__TASK DETAILS__: Give the entries again exactly, every one of them.
(DATASET)
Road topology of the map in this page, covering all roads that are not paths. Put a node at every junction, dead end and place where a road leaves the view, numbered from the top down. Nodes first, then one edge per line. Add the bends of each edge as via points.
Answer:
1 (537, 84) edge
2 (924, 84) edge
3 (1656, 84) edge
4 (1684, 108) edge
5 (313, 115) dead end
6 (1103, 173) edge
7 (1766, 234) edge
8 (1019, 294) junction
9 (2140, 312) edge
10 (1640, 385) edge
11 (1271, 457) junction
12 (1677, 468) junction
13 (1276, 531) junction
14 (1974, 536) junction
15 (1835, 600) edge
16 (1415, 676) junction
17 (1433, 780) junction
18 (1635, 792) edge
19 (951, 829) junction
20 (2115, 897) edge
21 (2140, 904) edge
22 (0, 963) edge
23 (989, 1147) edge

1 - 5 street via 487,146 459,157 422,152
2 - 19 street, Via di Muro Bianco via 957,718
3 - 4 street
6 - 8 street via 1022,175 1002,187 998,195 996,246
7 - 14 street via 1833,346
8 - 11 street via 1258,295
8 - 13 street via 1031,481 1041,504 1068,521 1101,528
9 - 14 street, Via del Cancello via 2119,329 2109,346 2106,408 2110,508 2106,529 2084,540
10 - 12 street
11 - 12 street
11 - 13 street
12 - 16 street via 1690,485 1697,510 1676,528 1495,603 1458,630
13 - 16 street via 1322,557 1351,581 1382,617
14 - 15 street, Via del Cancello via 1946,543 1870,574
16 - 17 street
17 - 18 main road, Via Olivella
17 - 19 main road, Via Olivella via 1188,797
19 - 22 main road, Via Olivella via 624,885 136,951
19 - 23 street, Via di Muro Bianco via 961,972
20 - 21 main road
(End DATASET)
__RESULT OF THIS TASK__:
Road topology of the map in this page, covering all roads that are not paths. Put a node at every junction, dead end and place where a road leaves the view, numbered from the top down. Nodes first, then one edge per line. Add the bends of each edge as via points.
Answer:
1 (537, 84) edge
2 (924, 84) edge
3 (1656, 84) edge
4 (1684, 108) edge
5 (313, 115) dead end
6 (1103, 173) edge
7 (1766, 234) edge
8 (1019, 294) junction
9 (2140, 312) edge
10 (1640, 385) edge
11 (1271, 457) junction
12 (1677, 468) junction
13 (1276, 531) junction
14 (1974, 536) junction
15 (1835, 600) edge
16 (1415, 676) junction
17 (1433, 780) junction
18 (1635, 792) edge
19 (951, 829) junction
20 (2115, 897) edge
21 (2140, 904) edge
22 (0, 963) edge
23 (989, 1147) edge

1 - 5 street via 487,146 459,157 422,152
2 - 19 street, Via di Muro Bianco via 957,718
3 - 4 street
6 - 8 street via 1022,175 1002,187 998,195 996,246
7 - 14 street via 1833,346
8 - 11 street via 1258,295
8 - 13 street via 1031,481 1041,504 1068,521 1101,528
9 - 14 street, Via del Cancello via 2119,329 2109,346 2106,408 2110,508 2106,529 2084,540
10 - 12 street
11 - 12 street
11 - 13 street
12 - 16 street via 1690,485 1697,510 1676,528 1495,603 1458,630
13 - 16 street via 1322,557 1351,581 1382,617
14 - 15 street, Via del Cancello via 1946,543 1870,574
16 - 17 street
17 - 18 main road, Via Olivella
17 - 19 main road, Via Olivella via 1188,797
19 - 22 main road, Via Olivella via 624,885 136,951
19 - 23 street, Via di Muro Bianco via 961,972
20 - 21 main road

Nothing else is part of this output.